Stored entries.
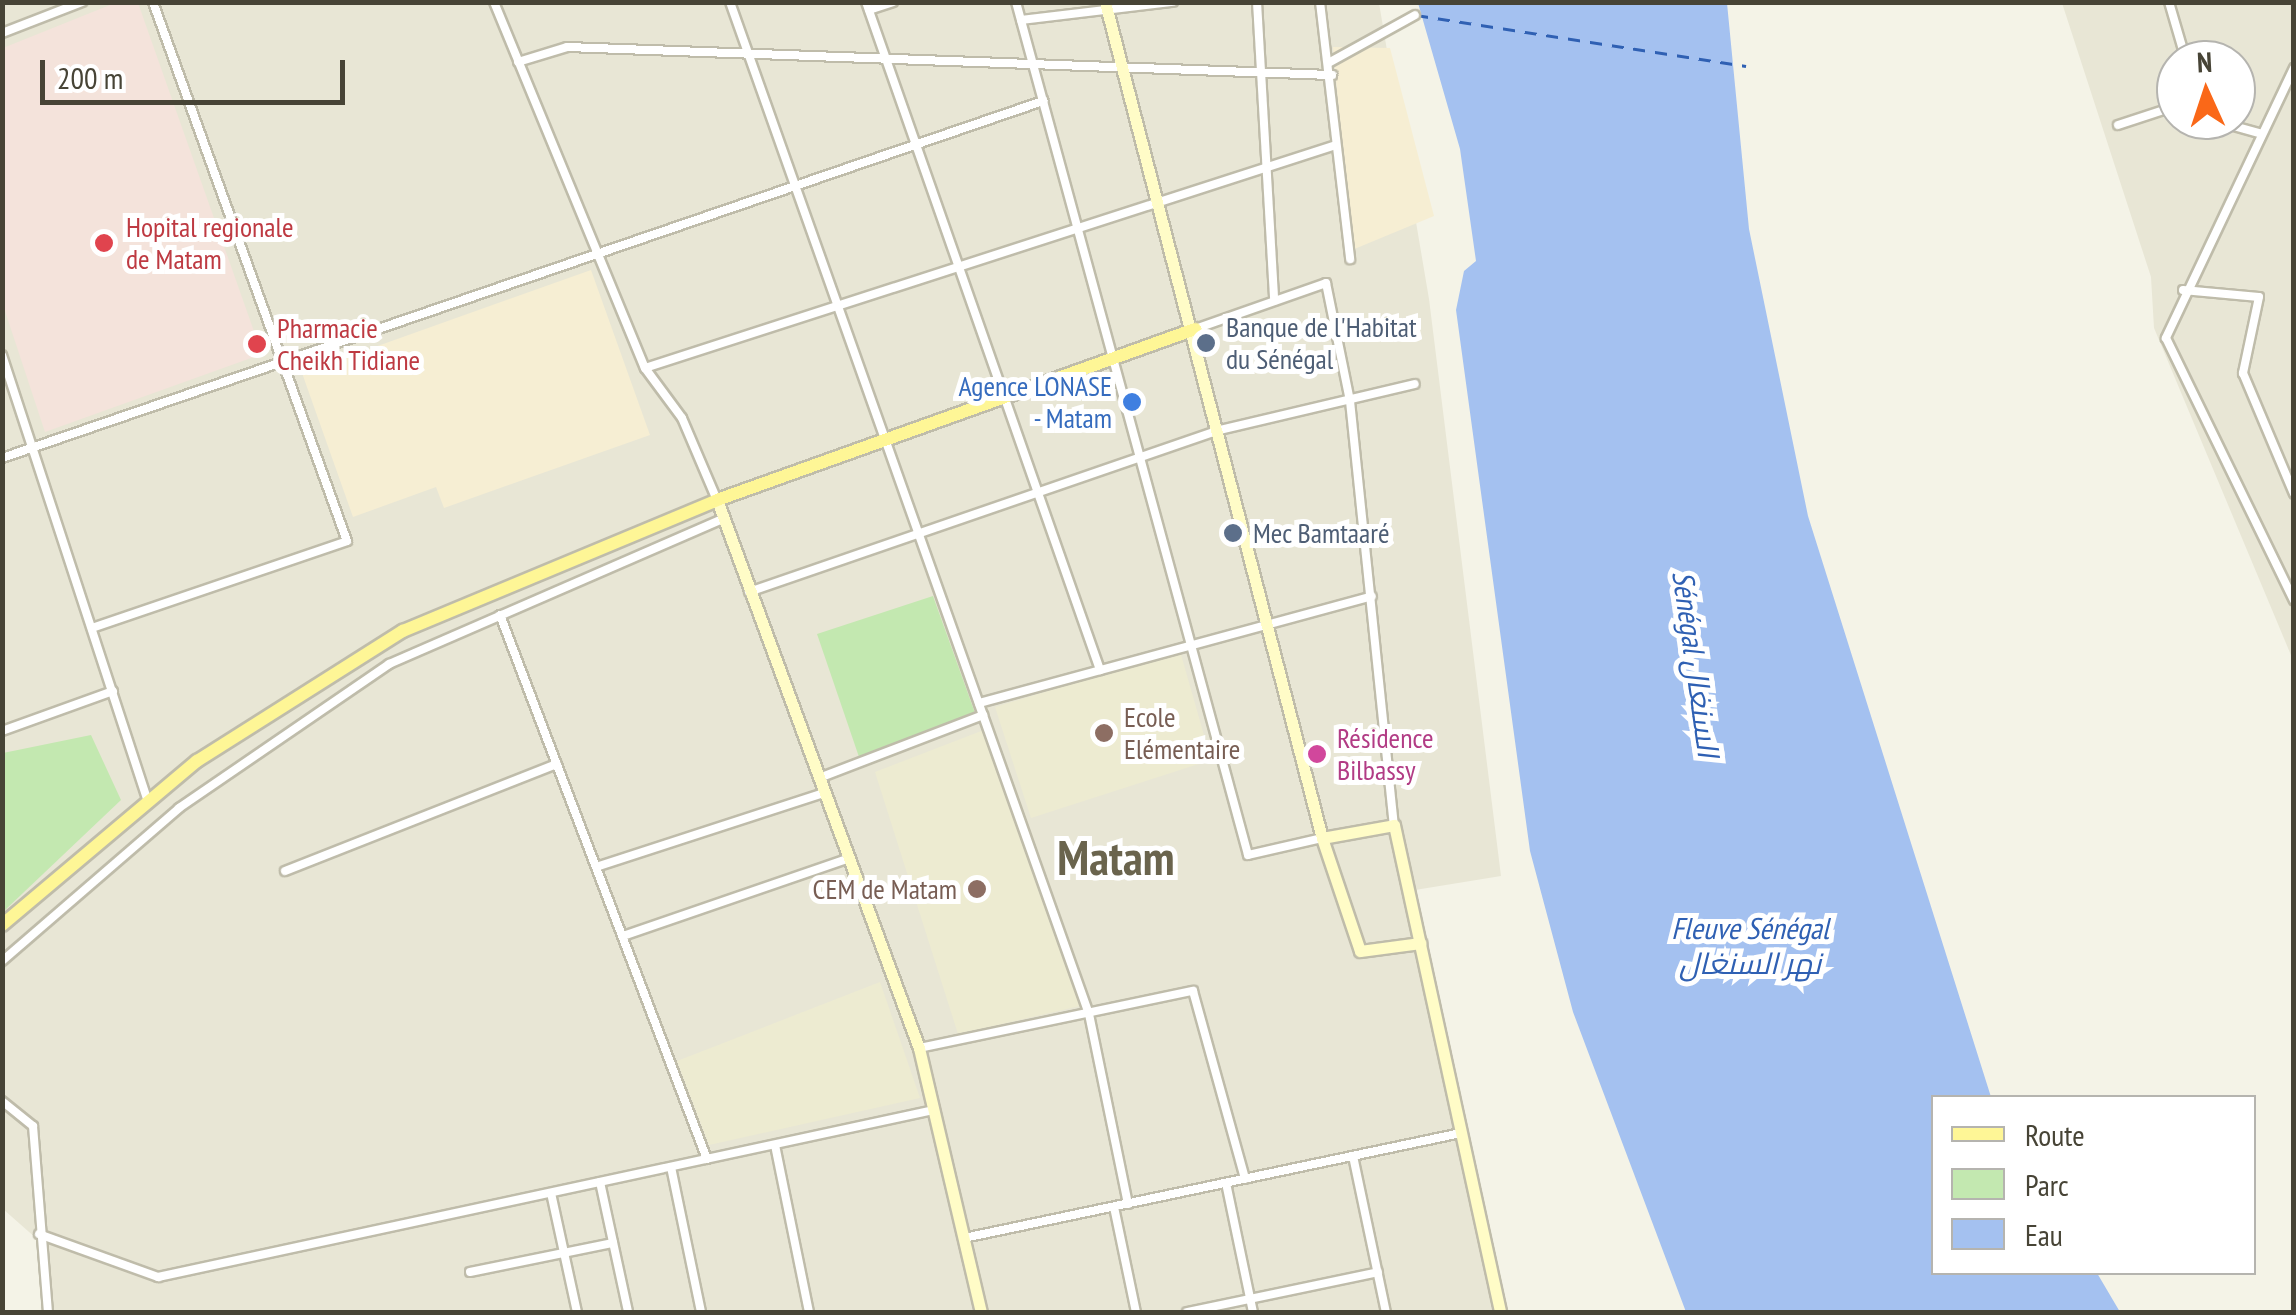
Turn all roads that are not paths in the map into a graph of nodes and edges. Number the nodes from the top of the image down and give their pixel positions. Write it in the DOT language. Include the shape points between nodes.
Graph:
graph roads {
  1 [pos="82,2"];
  2 [pos="153,2"];
  3 [pos="730,2"];
  4 [pos="893,2"];
  5 [pos="1016,2"];
  6 [pos="1173,2"];
  7 [pos="1258,2"];
  8 [pos="1320,2"];
  9 [pos="2169,2"];
  10 [pos="495,3"];
  11 [pos="1106,5"];
  12 [pos="868,6"];
  13 [pos="1416,15"];
  14 [pos="1021,20"];
  15 [pos="2,34"];
  16 [pos="2180,40"];
  17 [pos="748,54"];
  18 [pos="886,60"];
  19 [pos="518,62"];
  20 [pos="1330,62"];
  21 [pos="1033,64"];
  22 [pos="1122,68"];
  23 [pos="2294,68"];
  24 [pos="1260,72"];
  25 [pos="1332,75"];
  26 [pos="1043,101"];
  27 [pos="2156,113"];
  28 [pos="2118,126"];
  29 [pos="2258,133"];
  30 [pos="915,143"];
  31 [pos="1336,144"];
  32 [pos="1263,167"];
  33 [pos="795,185"];
  34 [pos="1157,200"];
  35 [pos="1077,227"];
  36 [pos="597,254"];
  37 [pos="1350,259"];
  38 [pos="959,267"];
  39 [pos="2184,290"];
  40 [pos="1274,301"];
  41 [pos="838,307"];
  42 [pos="1195,329"];
  43 [pos="2,354"];
  44 [pos="1113,358"];
  45 [pos="282,362"];
  46 [pos="645,368"];
  47 [pos="1414,384"];
  48 [pos="1004,397"];
  49 [pos="1350,401"];
  50 [pos="1220,430"];
  51 [pos="885,440"];
  52 [pos="33,447"];
  53 [pos="1140,457"];
  54 [pos="2,458"];
  55 [pos="1038,492"];
  56 [pos="2294,494"];
  57 [pos="717,500"];
  58 [pos="723,519"];
  59 [pos="918,533"];
  60 [pos="749,592"];
  61 [pos="1372,596"];
  62 [pos="2294,602"];
  63 [pos="500,615"];
  64 [pos="1268,624"];
  65 [pos="92,628"];
  66 [pos="403,631"];
  67 [pos="1191,645"];
  68 [pos="413,653"];
  69 [pos="1100,670"];
  70 [pos="112,691"];
  71 [pos="979,703"];
  72 [pos="983,714"];
  73 [pos="2,731"];
  74 [pos="557,764"];
  75 [pos="815,780"];
  76 [pos="821,794"];
  77 [pos="147,798"];
  78 [pos="1394,825"];
  79 [pos="1322,838"];
  80 [pos="846,859"];
  81 [pos="596,866"];
  82 [pos="285,870"];
  83 [pos="2,925"];
  84 [pos="622,936"];
  85 [pos="1420,943"];
  86 [pos="2,961"];
  87 [pos="1089,1014"];
  88 [pos="919,1048"];
  89 [pos="2,1100"];
  90 [pos="934,1110"];
  91 [pos="1461,1132"];
  92 [pos="774,1144"];
  93 [pos="1353,1156"];
  94 [pos="706,1159"];
  95 [pos="671,1167"];
  96 [pos="1244,1179"];
  97 [pos="600,1182"];
  98 [pos="1226,1183"];
  99 [pos="550,1193"];
  100 [pos="1128,1204"];
  101 [pos="1114,1207"];
  102 [pos="39,1234"];
  103 [pos="964,1238"];
  104 [pos="613,1243"];
  105 [pos="564,1253"];
  106 [pos="470,1272"];
  107 [pos="1378,1272"];
  108 [pos="1250,1299"];
  109 [pos="48,1312"];
  110 [pos="577,1312"];
  111 [pos="628,1312"];
  112 [pos="701,1312"];
  113 [pos="809,1312"];
  114 [pos="982,1312"];
  115 [pos="1136,1312"];
  116 [pos="1188,1312"];
  117 [pos="1254,1312"];
  118 [pos="1386,1312"];
  119 [pos="1500,1312"];
  1 -- 15 [label="street"];
  2 -- 45 [label="street"];
  3 -- 17 [label="street"];
  4 -- 12 [label="street"];
  5 -- 14 [label="street"];
  6 -- 11 [label="street"];
  7 -- 24 [label="street"];
  8 -- 20 [label="street"];
  9 -- 16 [label="street"];
  10 -- 19 [label="street"];
  11 -- 14 [label="street"];
  11 -- 22 [label="main road"];
  12 -- 18 [label="street"];
  13 -- 20 [label="street"];
  14 -- 21 [label="street"];
  17 -- 18 [label="street"];
  17 -- 19 [label="street" via="566,47"];
  17 -- 33 [label="street"];
  18 -- 21 [label="street"];
  18 -- 30 [label="street"];
  19 -- 36 [label="street"];
  20 -- 25 [label="street"];
  21 -- 22 [label="street"];
  21 -- 26 [label="street"];
  22 -- 24 [label="street"];
  22 -- 34 [label="main road"];
  23 -- 29 [label="street"];
  24 -- 25 [label="street"];
  24 -- 32 [label="street"];
  25 -- 31 [label="street"];
  26 -- 30 [label="street"];
  26 -- 35 [label="street"];
  27 -- 28 [label="street"];
  29 -- 39 [label="street"];
  30 -- 33 [label="street"];
  30 -- 38 [label="street"];
  31 -- 32 [label="street"];
  31 -- 37 [label="street"];
  32 -- 34 [label="street"];
  32 -- 40 [label="street"];
  33 -- 36 [label="street"];
  33 -- 41 [label="street"];
  34 -- 35 [label="street"];
  34 -- 42 [label="main road"];
  35 -- 38 [label="street"];
  35 -- 44 [label="street"];
  36 -- 45 [label="street"];
  36 -- 46 [label="street"];
  38 -- 41 [label="street"];
  38 -- 48 [label="street"];
  39 -- 56 [label="street" via="2259,297 2243,372"];
  39 -- 62 [label="street" via="2166,326 2168,351"];
  40 -- 42 [label="street"];
  40 -- 49 [label="street" via="1326,283"];
  41 -- 46 [label="street"];
  41 -- 51 [label="street"];
  42 -- 44 [label="main road"];
  42 -- 50 [label="main road"];
  43 -- 52 [label="street"];
  44 -- 48 [label="main road"];
  44 -- 53 [label="street"];
  45 -- 52 [label="street"];
  45 -- 65 [label="street" via="347,540"];
  46 -- 57 [label="street" via="682,418"];
  47 -- 49 [label="street"];
  48 -- 51 [label="main road"];
  48 -- 55 [label="street"];
  49 -- 50 [label="street"];
  49 -- 61 [label="street"];
  50 -- 53 [label="street"];
  50 -- 64 [label="main road"];
  51 -- 57 [label="main road"];
  51 -- 59 [label="street"];
  52 -- 54 [label="street"];
  52 -- 65 [label="street"];
  53 -- 55 [label="street"];
  53 -- 67 [label="street"];
  55 -- 59 [label="street"];
  55 -- 69 [label="street"];
  57 -- 58 [label="main road"];
  57 -- 66 [label="main road"];
  58 -- 60 [label="main road"];
  58 -- 63 [label="street"];
  59 -- 60 [label="street"];
  59 -- 71 [label="street"];
  60 -- 75 [label="main road"];
  61 -- 64 [label="street"];
  61 -- 78 [label="street"];
  63 -- 68 [label="street"];
  63 -- 74 [label="street"];
  64 -- 67 [label="street"];
  64 -- 79 [label="main road"];
  65 -- 70 [label="street"];
  66 -- 68 [label="street"];
  66 -- 77 [label="main road"];
  67 -- 69 [label="street"];
  67 -- 79 [label="street" via="1248,855"];
  68 -- 86 [label="street" via="179,808"];
  69 -- 71 [label="street"];
  70 -- 73 [label="street"];
  70 -- 77 [label="street"];
  71 -- 72 [label="street"];
  72 -- 75 [label="street"];
  72 -- 87 [label="street"];
  74 -- 81 [label="street"];
  74 -- 82 [label="street"];
  75 -- 76 [label="main road"];
  76 -- 80 [label="main road"];
  76 -- 81 [label="street"];
  77 -- 83 [label="main road"];
  78 -- 79 [label="main road"];
  78 -- 85 [label="main road"];
  79 -- 85 [label="main road" via="1360,951"];
  80 -- 84 [label="street"];
  80 -- 88 [label="main road"];
  81 -- 84 [label="street"];
  84 -- 94 [label="street"];
  85 -- 91 [label="main road"];
  87 -- 88 [label="street"];
  87 -- 96 [label="street" via="1193,991"];
  87 -- 100 [label="street"];
  88 -- 90 [label="main road"];
  89 -- 102 [label="street" via="33,1126"];
  90 -- 92 [label="street"];
  90 -- 103 [label="main road"];
  91 -- 93 [label="street"];
  91 -- 119 [label="main road"];
  92 -- 94 [label="street"];
  92 -- 113 [label="street"];
  93 -- 96 [label="street"];
  93 -- 107 [label="street"];
  94 -- 95 [label="street"];
  95 -- 97 [label="street"];
  95 -- 112 [label="street"];
  96 -- 98 [label="street"];
  97 -- 99 [label="street"];
  97 -- 104 [label="street"];
  98 -- 100 [label="street"];
  98 -- 108 [label="street"];
  99 -- 102 [label="street" via="158,1277"];
  99 -- 105 [label="street"];
  100 -- 101 [label="street"];
  101 -- 103 [label="street"];
  101 -- 115 [label="street"];
  102 -- 109 [label="street"];
  103 -- 114 [label="main road"];
  104 -- 105 [label="street"];
  104 -- 111 [label="street"];
  105 -- 106 [label="street"];
  105 -- 110 [label="street"];
  107 -- 108 [label="street"];
  107 -- 118 [label="street"];
  108 -- 116 [label="street"];
  108 -- 117 [label="street"];
}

Problem to work on. In the records above, some lines may contain the word "roads"; copy every one of them.

Exercise response.
Turn all roads that are not paths in the map into a graph of nodes and edges. Number the nodes from the top of the image down and give their pixel positions. Write it in the DOT language. Include the shape points between nodes.
graph roads {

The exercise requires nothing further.